I always mean to post changes more frequently, but apathy and other tasks seem to win the day. Here is a brief list of OSVDB change highlights over the past few months.

• The database currently covers 59,833 vulnerabilities, spanning 26,179 products from 4,735 researchers, over 44 years.
• Sequoia, ES&S and InkaVote e-voting machine audit documents integrated (all text search "electronic voting machine")
• Happy 10th birthday CVE! We are now "fully" mapped for all years
• Integrated the historic Phage mail list content (http://securitydigest.org/phage/)
• Our Snort X-ref import script was borked (since Sep).
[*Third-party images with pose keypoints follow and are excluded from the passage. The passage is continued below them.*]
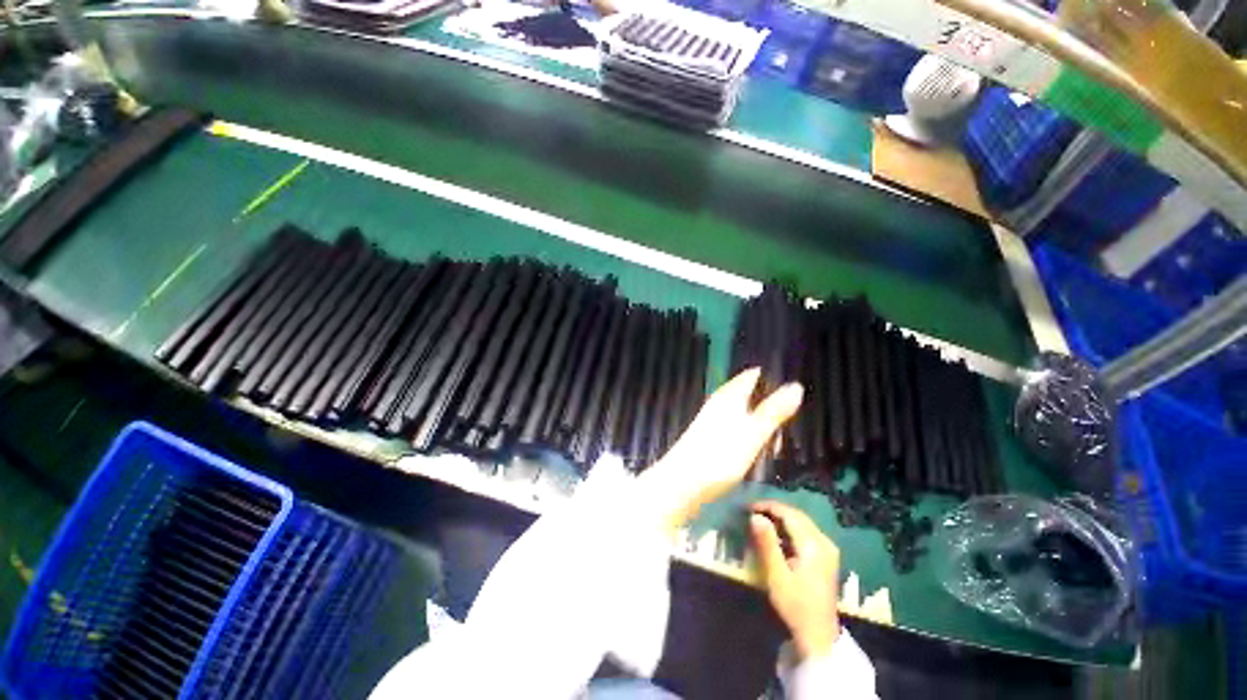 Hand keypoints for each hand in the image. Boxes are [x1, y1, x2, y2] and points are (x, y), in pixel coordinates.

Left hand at [639, 369, 802, 531]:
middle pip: (750, 394)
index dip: (773, 376)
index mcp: (729, 396)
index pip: (752, 375)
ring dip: (763, 423)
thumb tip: (796, 386)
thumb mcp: (751, 434)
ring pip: (745, 412)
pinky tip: (757, 451)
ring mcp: (714, 420)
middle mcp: (720, 403)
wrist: (681, 484)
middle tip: (790, 423)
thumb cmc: (718, 457)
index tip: (795, 385)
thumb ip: (772, 412)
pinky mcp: (711, 437)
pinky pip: (738, 428)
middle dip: (771, 404)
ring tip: (775, 444)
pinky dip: (751, 435)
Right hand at [750, 501, 840, 659]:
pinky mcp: (826, 556)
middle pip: (797, 516)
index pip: (789, 514)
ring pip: (802, 522)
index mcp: (813, 545)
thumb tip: (755, 516)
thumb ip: (767, 543)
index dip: (768, 507)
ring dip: (781, 519)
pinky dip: (790, 529)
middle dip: (774, 510)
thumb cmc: (795, 605)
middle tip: (752, 512)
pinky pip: (806, 532)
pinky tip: (777, 536)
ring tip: (761, 521)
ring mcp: (827, 549)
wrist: (819, 635)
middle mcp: (824, 542)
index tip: (748, 507)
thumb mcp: (776, 575) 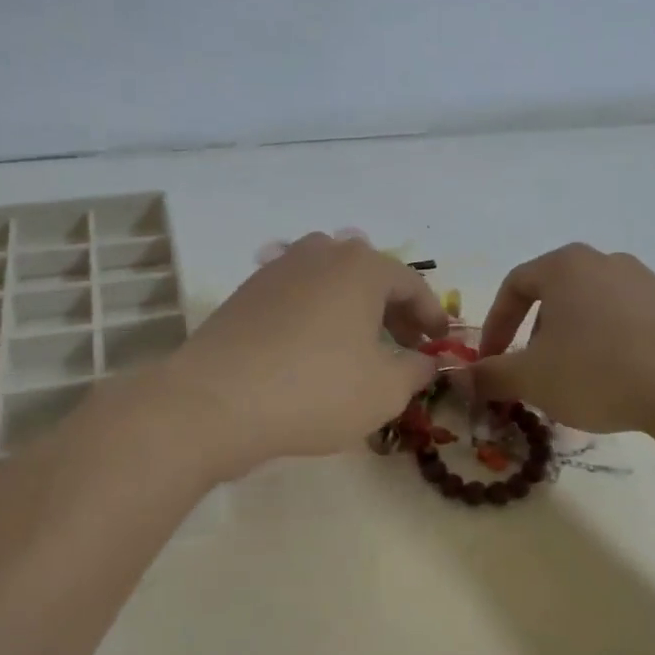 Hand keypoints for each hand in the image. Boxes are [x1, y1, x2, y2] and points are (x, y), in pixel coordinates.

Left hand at [161, 233, 448, 478]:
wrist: (216, 401)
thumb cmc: (315, 390)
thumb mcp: (384, 390)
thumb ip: (415, 371)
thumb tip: (423, 361)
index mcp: (361, 266)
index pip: (411, 284)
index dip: (432, 314)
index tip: (439, 342)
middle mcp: (319, 253)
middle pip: (369, 275)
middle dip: (393, 310)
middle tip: (405, 345)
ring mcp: (277, 269)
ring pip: (330, 282)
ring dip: (353, 309)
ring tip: (359, 346)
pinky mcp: (246, 292)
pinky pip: (297, 296)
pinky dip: (317, 316)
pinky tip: (314, 350)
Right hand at [467, 243, 654, 439]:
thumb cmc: (598, 370)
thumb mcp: (531, 379)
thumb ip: (490, 376)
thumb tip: (459, 378)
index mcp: (566, 266)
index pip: (514, 285)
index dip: (494, 324)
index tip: (490, 360)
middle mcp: (608, 263)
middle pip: (557, 297)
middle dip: (536, 337)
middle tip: (535, 375)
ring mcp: (651, 283)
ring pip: (595, 312)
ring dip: (575, 345)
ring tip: (579, 385)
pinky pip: (633, 327)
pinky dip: (615, 351)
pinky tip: (623, 386) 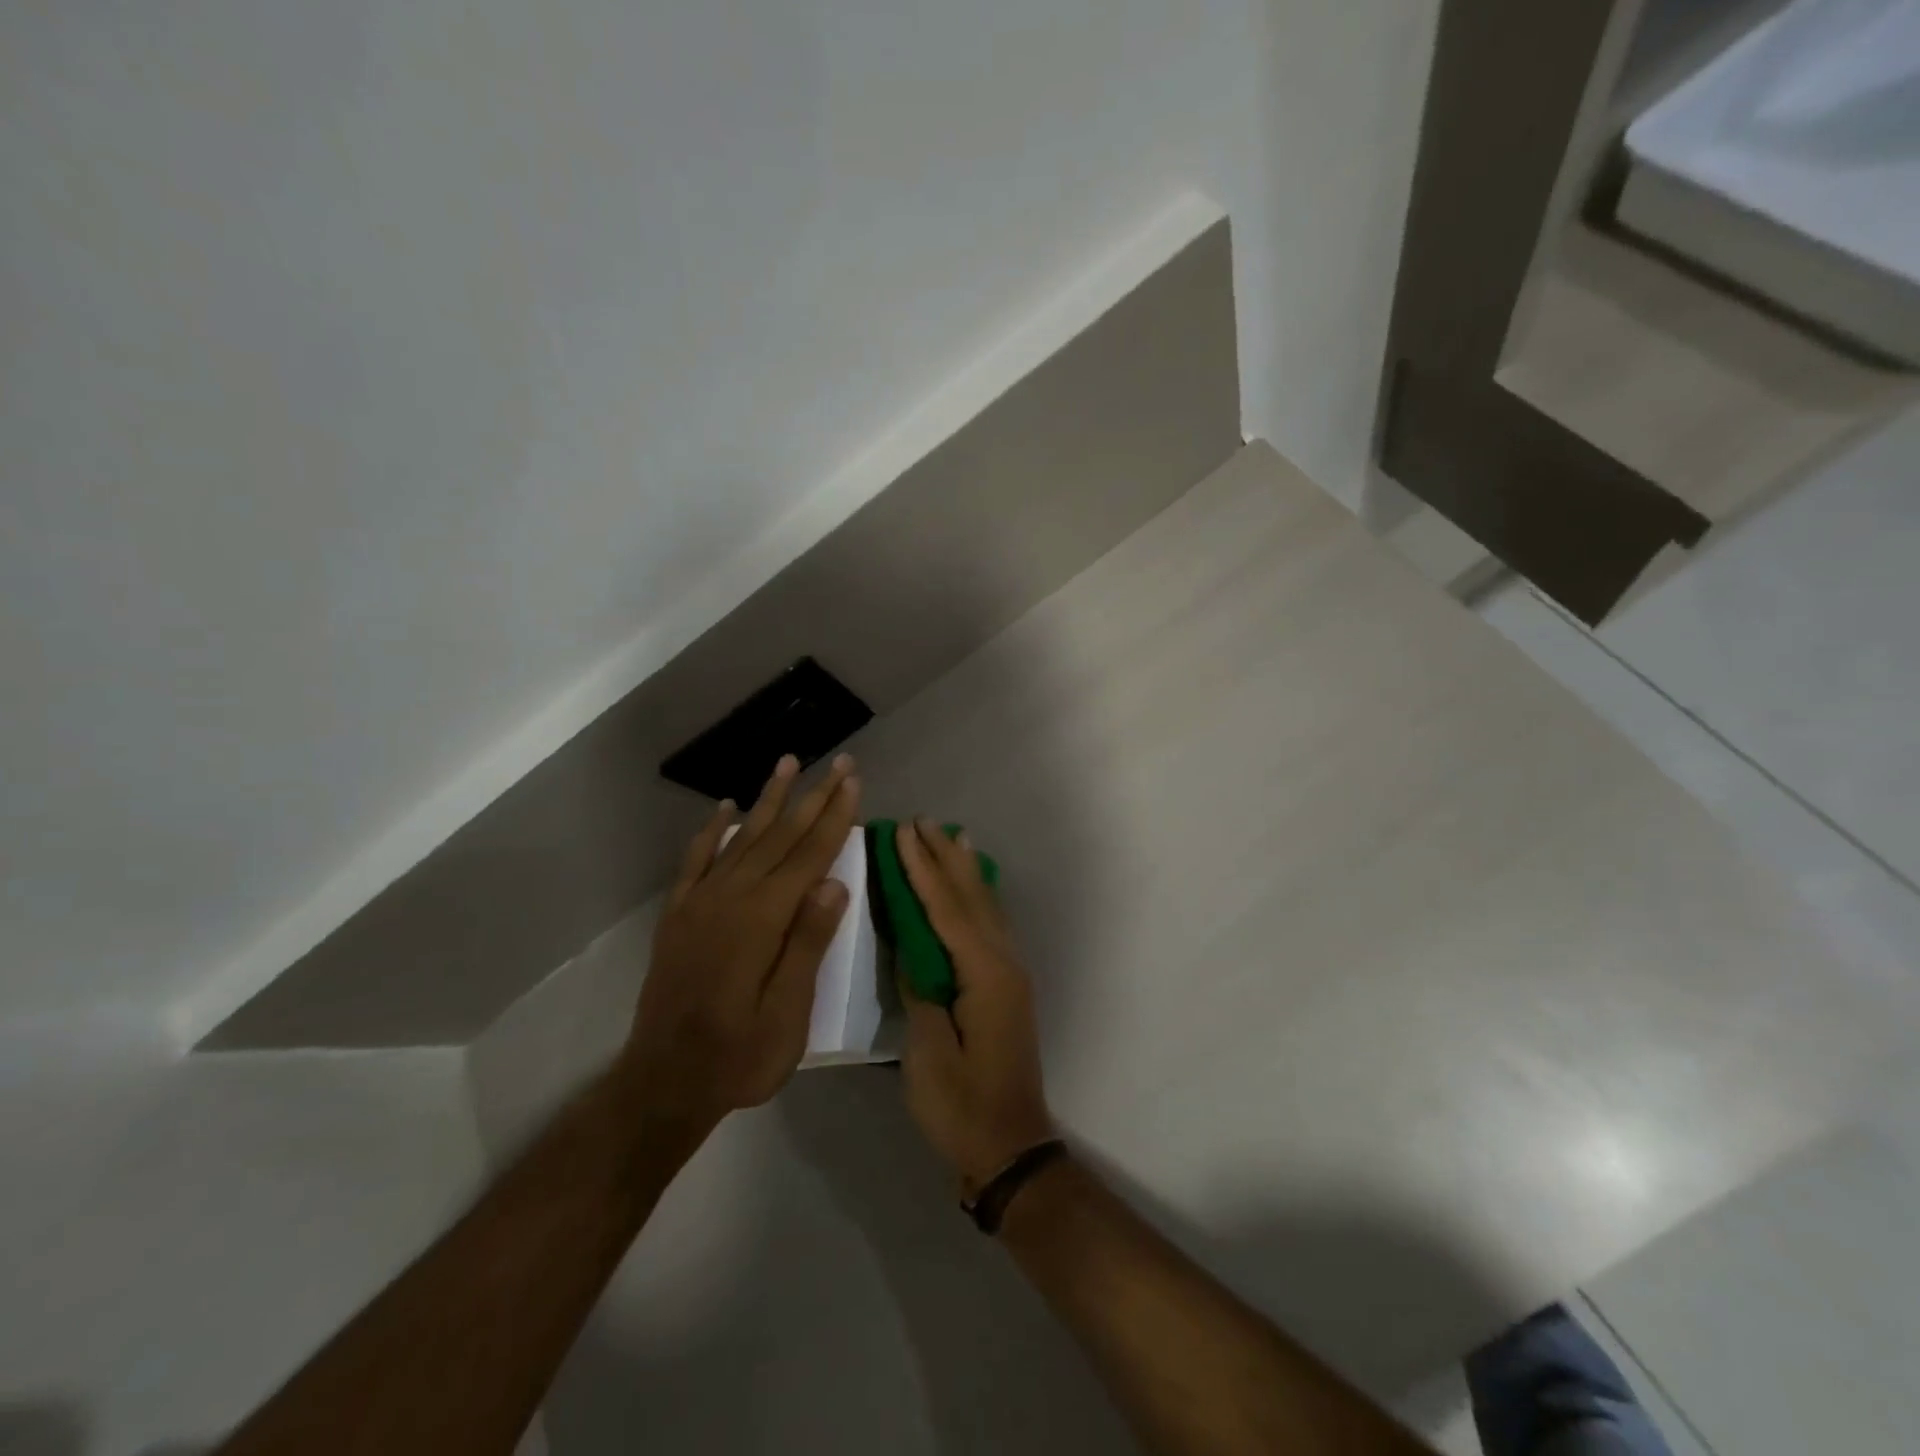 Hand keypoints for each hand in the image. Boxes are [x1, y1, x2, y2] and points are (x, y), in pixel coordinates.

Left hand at [620, 753, 860, 1134]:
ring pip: (741, 837)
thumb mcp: (787, 1013)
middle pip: (780, 836)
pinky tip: (724, 809)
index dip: (833, 817)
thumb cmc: (738, 1056)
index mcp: (762, 919)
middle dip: (812, 796)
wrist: (662, 1084)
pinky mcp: (679, 915)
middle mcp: (730, 897)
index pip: (808, 855)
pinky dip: (712, 831)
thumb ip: (807, 943)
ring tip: (788, 763)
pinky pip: (697, 860)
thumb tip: (834, 882)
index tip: (853, 781)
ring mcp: (699, 903)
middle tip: (838, 762)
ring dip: (768, 799)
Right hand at [896, 818, 1055, 1194]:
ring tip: (952, 836)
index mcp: (984, 973)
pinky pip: (989, 926)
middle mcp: (1004, 963)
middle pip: (970, 898)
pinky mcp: (1006, 987)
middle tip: (923, 821)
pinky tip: (971, 889)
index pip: (946, 908)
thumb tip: (913, 949)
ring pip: (985, 908)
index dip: (923, 868)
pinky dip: (976, 898)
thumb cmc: (962, 1105)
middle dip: (944, 858)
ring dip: (965, 871)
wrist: (1010, 1148)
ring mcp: (1009, 974)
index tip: (904, 832)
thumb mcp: (928, 1050)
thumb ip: (921, 990)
Fixed, added almost 500 recent Snort IDs to references
• Apache bug system scoured, over 150 Apache vulns added from the last eight years (http://osvdb.org/ref/blog/apache-scouring.txt)
• Metasploit static references supported (http://blog.osvdb.org/2009/10/23/metasploit-reference-support-added-more)
• Exploit-DB references supported (http://www.exploit-db.com/)
• VuPEN references supported (http://www.vupen.com/)
• Many vulnerability and solution templates overhauled

• Search engine rebuilds are considerably faster, will auto-tweet when rebuilding (as it may affect search results)
• Reference search for full URL works
• Title search for multiple words fixed (was temporarily matching on some but not all words)
• New search filters and custom exports (http://blog.osvdb.org/2009/11/09/search-filters-custom-exports)
• Inverse search filtering enabled (http://blog.osvdb.org/2009/10/30/not-it)
• Search by CVSS scores (http://blog.osvdb.org/2009/10/28/search-enhance-by-cvss-score-or-attribute)
• Any search can be turned into a 'Watch List'. Left nav menu has this option, new results are mailed to you as entered in the system

• New menu system (top and left nav)
• Twitter feed more actively used for project updates
• Twitter feed displays on front page
• 'About' page is updated, expect more static pages to be updated to better reflect project status soon
• CVSSv2 scoring support added, including:
• CVSS scoring history (historically track NVD, OSVDB and other sources)
• Anyone can submit scores for entries without CVE/NVD (over 13,000)
• Updating CVSS scores for entries without are worth .25 points for now, to encourage mangling
• Moderation system in place for submitted CVSS scores
• Creditee system overhaul (http://blog.osvdb.org/2009/11/21/creditee-system-overhauled)
• "Vulnerabilities in OSVDB disclosed by type by quarter" graphs added to front page
• More fixes to continue support for IE6. Don't expect this to last!